[Beowulf] SATA II - PXE+NFS - diskless compute nodes

Wed Dec 13 15:00:53 PST 2006

On Wed, 13 Dec 2006, Simon Kelley wrote:
> Donald Becker wrote:
> > On Tue, 12 Dec 2006, Simon Kelley wrote:
> >> Joe Landman wrote:
> >>>>> I would hazard that any DHCP/PXE type install server would struggle
> >>>>> with 2000 requests (yes- you arrange the power switching and/or
> >>>>> reboots to stagger at N second intervals).
> >
> > The limit with the "traditional" approach, the ISC DHCP server with one of 
> > the three common TFTP servers, is about 40 machines before you risk losing 
> > machines during a boot.  With 100 machines you are likely to lose 2-5 
> > during a typical power-restore cycle when all machines boot 
> > simultaneously.
...
> > The right solution is to build a smart, integrated PXE server that 
> > understands the bugs and characteristics of PXE.  I wrote one a few years 
> 
> Is that server open-source/free software, or part of Sycld's product? No
> judgement implied, I'm just interested to know if I can download and
> learn from it.

When I wrote the first implementation I expected that we would be 
publishing it under the GPL or a similar open source license, as we had 
with most of our previous software.
But the problems we had with Los Alamos removing the Scyld name and
copyright from our code (the Scyld PXE server uses our "beoconfig" 
config file interface, which is common to both BProc and BeoBoot) caused 
us to not publish the code initially.  And as often happens, early 
decisions stick around far longer than you expect.

At some point we may revisit that decision, but it's not currently
a priority.  I have been very willing to talk with people about the 
implementation, although only people such as Peter Anvin (pxelinux) and 
Marty Conner (Etherboot) don't quickly find a reason to "freshen their 
drink" when I start ;->.

> >>> fwiw:  we use dnsmasq to serve dhcp and handle pxe booting.  It does a
> >>> marvelous job of both, and is far easier to configure (e.g. it is less
> >>> fussy) than dhcpd.

The configuration files issue was one of the triggering reasons for 
investigating writing our own server.

Until 2002 we were focused on BeoBoot as the solution for booting nodes, 
and PXE was a side thought to support a handful of special machines, such 
as the RLX blades.

As PXE became common we went down the path of using our config file 
to generate ISC DHCP config files.  This broke one of my rules: 
avoid using config files to write other config files.  You can't trace 
updates to their effects, and can't trace problems to their source.  This 
was a test that proved the rule: we had three independent 
ways to write the config files to have backups if/when we encountered a 
bug.  But that meant three programs were broken each time the ISC DHCP 
config file changed incompatibly.

> >> Joe, you might like to know that the next release of dnsmasq includes a
> >> TFTP server so that it can do the whole job. The process model for the
> >> TFTP implementation should be well suited to booting many nodes at once
> >> because it multiplexes all the connections on the same process.

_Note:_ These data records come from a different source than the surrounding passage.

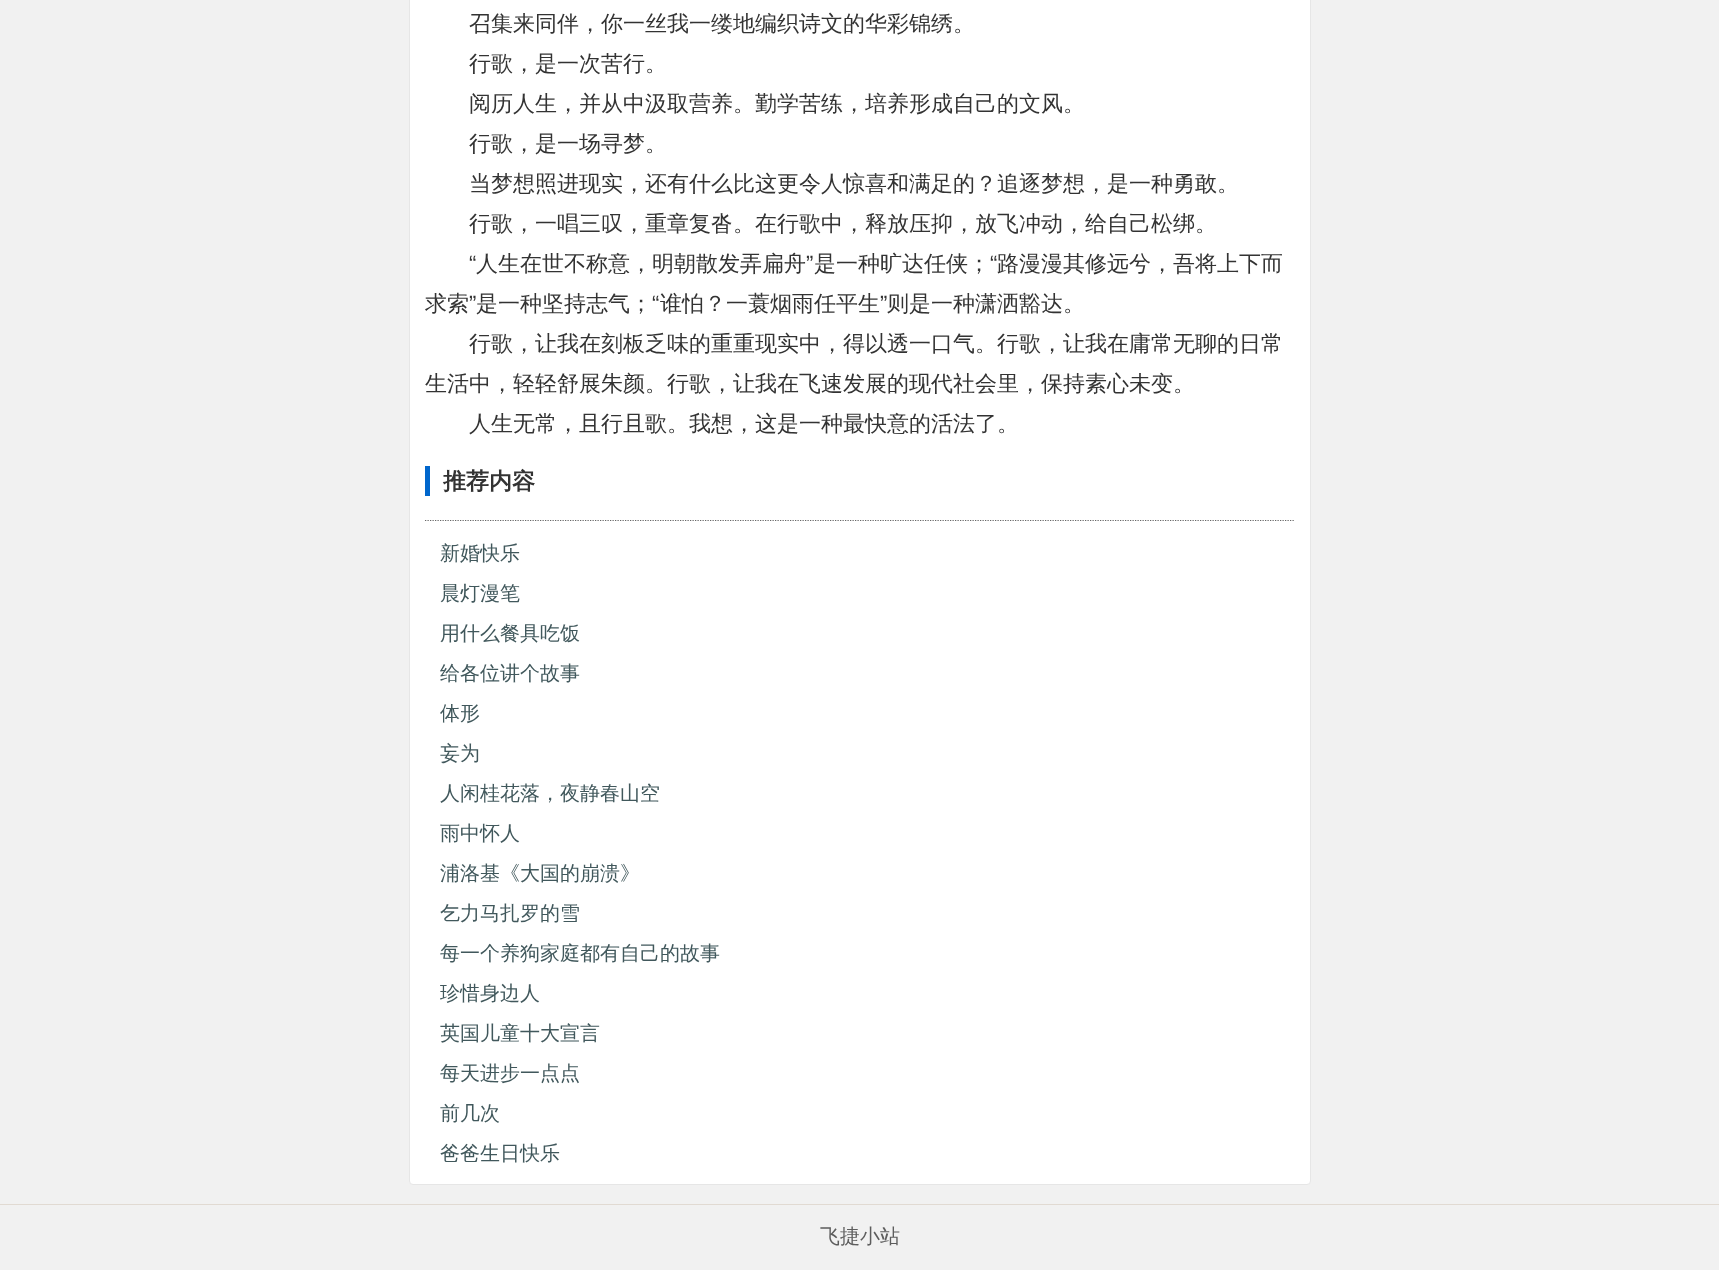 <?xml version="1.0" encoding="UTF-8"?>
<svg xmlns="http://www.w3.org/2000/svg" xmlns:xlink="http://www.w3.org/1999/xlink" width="1719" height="1270">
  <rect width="100%" height="100%" fill="#f1f1f1" />
  <rect x="409.5" y="-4.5" width="901" height="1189" rx="3.5" fill="#ffffff" stroke="#e6e6e6" />
  <rect x="425" y="466" width="5" height="30" fill="#0066cc" />
  <path d="M 425 520.5 h 870" fill="none" stroke="#666666" stroke-width="1.2" stroke-dasharray="1.25 1.25" />
  <rect y="1204" width="1719" height="1" fill="#e1dad2" />
  <text x="469" y="31" style="font-family: WenQuanYi Zen Hei; font-size: 22px; font-weight: 500; fill: #333333">召集来同伴，你一丝我一缕地编织诗文的华彩锦绣。</text>
  <text x="469" y="71" style="font-family: WenQuanYi Zen Hei; font-size: 22px; font-weight: 500; fill: #333333">行歌，是一次苦行。</text>
  <text x="469" y="111" style="font-family: WenQuanYi Zen Hei; font-size: 22px; font-weight: 500; fill: #333333">阅历人生，并从中汲取营养。勤学苦练，培养形成自己的文风。</text>
  <text x="469" y="151" style="font-family: WenQuanYi Zen Hei; font-size: 22px; font-weight: 500; fill: #333333">行歌，是一场寻梦。</text>
  <text x="469" y="191" style="font-family: WenQuanYi Zen Hei; font-size: 22px; font-weight: 500; fill: #333333">当梦想照进现实，还有什么比这更令人惊喜和满足的？追逐梦想，是一种勇敢。</text>
  <text x="469" y="231" style="font-family: WenQuanYi Zen Hei; font-size: 22px; font-weight: 500; fill: #333333">行歌，一唱三叹，重章复沓。在行歌中，释放压抑，放飞冲动，给自己松绑。</text>
  <text x="469" y="271" style="font-family: Liberation Sans; font-size: 22px; fill: #333333">“</text>
  <text x="476" y="271" style="font-family: WenQuanYi Zen Hei; font-size: 22px; font-weight: 500; fill: #333333">人生在世不称意，明朝散发弄扁舟</text>
  <text x="806" y="271" style="font-family: Liberation Sans; font-size: 22px; fill: #333333">”</text>
  <text x="814" y="271" style="font-family: WenQuanYi Zen Hei; font-size: 22px; font-weight: 500; fill: #333333">是一种旷达任侠；</text>
  <text x="990" y="271" style="font-family: Liberation Sans; font-size: 22px; fill: #333333">“</text>
  <text x="997" y="271" style="font-family: WenQuanYi Zen Hei; font-size: 22px; font-weight: 500; fill: #333333">路漫漫其修远兮，吾将上下而</text>
  <text x="425" y="311" style="font-family: WenQuanYi Zen Hei; font-size: 22px; font-weight: 500; fill: #333333">求索</text>
  <text x="469" y="311" style="font-family: Liberation Sans; font-size: 22px; fill: #333333">”</text>
  <text x="476" y="311" style="font-family: WenQuanYi Zen Hei; font-size: 22px; font-weight: 500; fill: #333333">是一种坚持志气；</text>
  <text x="652" y="311" style="font-family: Liberation Sans; font-size: 22px; fill: #333333">“</text>
  <text x="660" y="311" style="font-family: WenQuanYi Zen Hei; font-size: 22px; font-weight: 500; fill: #333333">谁怕？一蓑烟雨任平生</text>
  <text x="880" y="311" style="font-family: Liberation Sans; font-size: 22px; fill: #333333">”</text>
  <text x="887" y="311" style="font-family: WenQuanYi Zen Hei; font-size: 22px; font-weight: 500; fill: #333333">则是一种潇洒豁达。</text>
  <text x="469" y="351" style="font-family: WenQuanYi Zen Hei; font-size: 22px; font-weight: 500; fill: #333333">行歌，让我在刻板乏味的重重现实中，得以透一口气。行歌，让我在庸常无聊的日常</text>
  <text x="425" y="391" style="font-family: WenQuanYi Zen Hei; font-size: 22px; font-weight: 500; fill: #333333">生活中，轻轻舒展朱颜。行歌，让我在飞速发展的现代社会里，保持素心未变。</text>
  <text x="469" y="431" style="font-family: WenQuanYi Zen Hei; font-size: 22px; font-weight: 500; fill: #333333">人生无常，且行且歌。我想，这是一种最快意的活法了。</text>
  <text x="443" y="489" style="font-family: WenQuanYi Zen Hei; font-size: 23px; font-weight: bold; fill: #333333">推荐内容</text>
  <text x="440" y="560" style="font-family: WenQuanYi Zen Hei; font-size: 20px; font-weight: 500; fill: #41585c">新婚快乐</text>
  <text x="440" y="600" style="font-family: WenQuanYi Zen Hei; font-size: 20px; font-weight: 500; fill: #41585c">晨灯漫笔</text>
  <text x="440" y="640" style="font-family: WenQuanYi Zen Hei; font-size: 20px; font-weight: 500; fill: #41585c">用什么餐具吃饭</text>
  <text x="440" y="680" style="font-family: WenQuanYi Zen Hei; font-size: 20px; font-weight: 500; fill: #41585c">给各位讲个故事</text>
  <text x="440" y="720" style="font-family: WenQuanYi Zen Hei; font-size: 20px; font-weight: 500; fill: #41585c">体形</text>
  <text x="440" y="760" style="font-family: WenQuanYi Zen Hei; font-size: 20px; font-weight: 500; fill: #41585c">妄为</text>
  <text x="440" y="800" style="font-family: WenQuanYi Zen Hei; font-size: 20px; font-weight: 500; fill: #41585c">人闲桂花落，夜静春山空</text>
  <text x="440" y="840" style="font-family: WenQuanYi Zen Hei; font-size: 20px; font-weight: 500; fill: #41585c">雨中怀人</text>
  <text x="440" y="880" style="font-family: WenQuanYi Zen Hei; font-size: 20px; font-weight: 500; fill: #41585c">浦洛基《大国的崩溃》</text>
  <text x="440" y="920" style="font-family: WenQuanYi Zen Hei; font-size: 20px; font-weight: 500; fill: #41585c">乞力马扎罗的雪</text>
  <text x="440" y="960" style="font-family: WenQuanYi Zen Hei; font-size: 20px; font-weight: 500; fill: #41585c">每一个养狗家庭都有自己的故事</text>
  <text x="440" y="1000" style="font-family: WenQuanYi Zen Hei; font-size: 20px; font-weight: 500; fill: #41585c">珍惜身边人</text>
  <text x="440" y="1040" style="font-family: WenQuanYi Zen Hei; font-size: 20px; font-weight: 500; fill: #41585c">英国儿童十大宣言</text>
  <text x="440" y="1080" style="font-family: WenQuanYi Zen Hei; font-size: 20px; font-weight: 500; fill: #41585c">每天进步一点点</text>
  <text x="440" y="1120" style="font-family: WenQuanYi Zen Hei; font-size: 20px; font-weight: 500; fill: #41585c">前几次</text>
  <text x="440" y="1160" style="font-family: WenQuanYi Zen Hei; font-size: 20px; font-weight: 500; fill: #41585c">爸爸生日快乐</text>
  <text x="820" y="1243" style="font-family: WenQuanYi Zen Hei; font-size: 20px; font-weight: 500; fill: #5d5d5d">飞捷小站</text>
</svg>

My guess
> >>  is that will work better then having inetd fork 2000 copies of tftpd,
> >> which is what would happen with traditional TFTP servers.
> > 
> > Yup, that's a good start.  It's one of the many things you have to do.  

It should repeat this: forking a dozen processes sounds like a good idea.
Thinking about forking a thousand (we plan every element to scale to "at 
least 1000") makes "1" seem like a much better idea.

With one continuously running server, the coding task is harder.  You 
can't leak memory.  You can't leak file descriptors.  You have to check for 
updated/modified files.  You can't block on anything.  You have to re-read
your config file and re-open your control sockets on SIGHUP rather than 
just exiting.  You should show/checkpoint the current state on SIGUSR1.

Once you do have all of that written, it's now possible, even easy, to 
count have many bytes and packets were sent in the last timer tick and to 
check that every client asked for and received packet in the last half
second.  Combine the two and you can smoothly switch from bandwidth 
control to round-robin responses, then to slightly deferring DHCP 
responses.

> It's maybe worth giving a bit of background here: dnsmasq is a
> lightweight DNS forwarder and DHCP server. Think of it as being
> equivalent to BIND and ISC DHCP with BIND mainly in forward-only mode
> but doing dynamic DNS and a bit of authoritative DNS too.

One of the things we have been lacking in Scyld has been an external DNS 
service for compute nodes.  For cluster-internal name lookups we 
developed BeoNSS.

BeoNSS uses the linear address assignment of compute nodes to
calculate the name or IP address e.g. "Node23" is the IP address 
of Node0 + 23.  So BeoNSS depends on the assignment policy of 
the PXE server (1).

BeoNSS works great, especially when establishing all-to-all communication.  
But we failed to consider that external file and license servers might not 
be running Linux, and therefore couldn't use BeoNSS.  We now see that 
we need DNS and NIS (2) gateways for BeoNSS names.

(1) This leads to one of the many details that you have to get right.
The PXE server always assigns a temporary IP address to new nodes.  Once
a node has booted and passed tests, we then assign it a permanent node 
number and IP address.  Assigning short-lease IP addresses then changing a 
few seconds later requires tight, race-free integration with the DHCP 
server and ARP tables.  That's easy with a unified server, difficult with 
a script around ISC DHCP.

(2) We need NIS or NIS+ for netgroups.  Netgroups are use to export file 
systems to the cluster, independent of base IP address and size changes.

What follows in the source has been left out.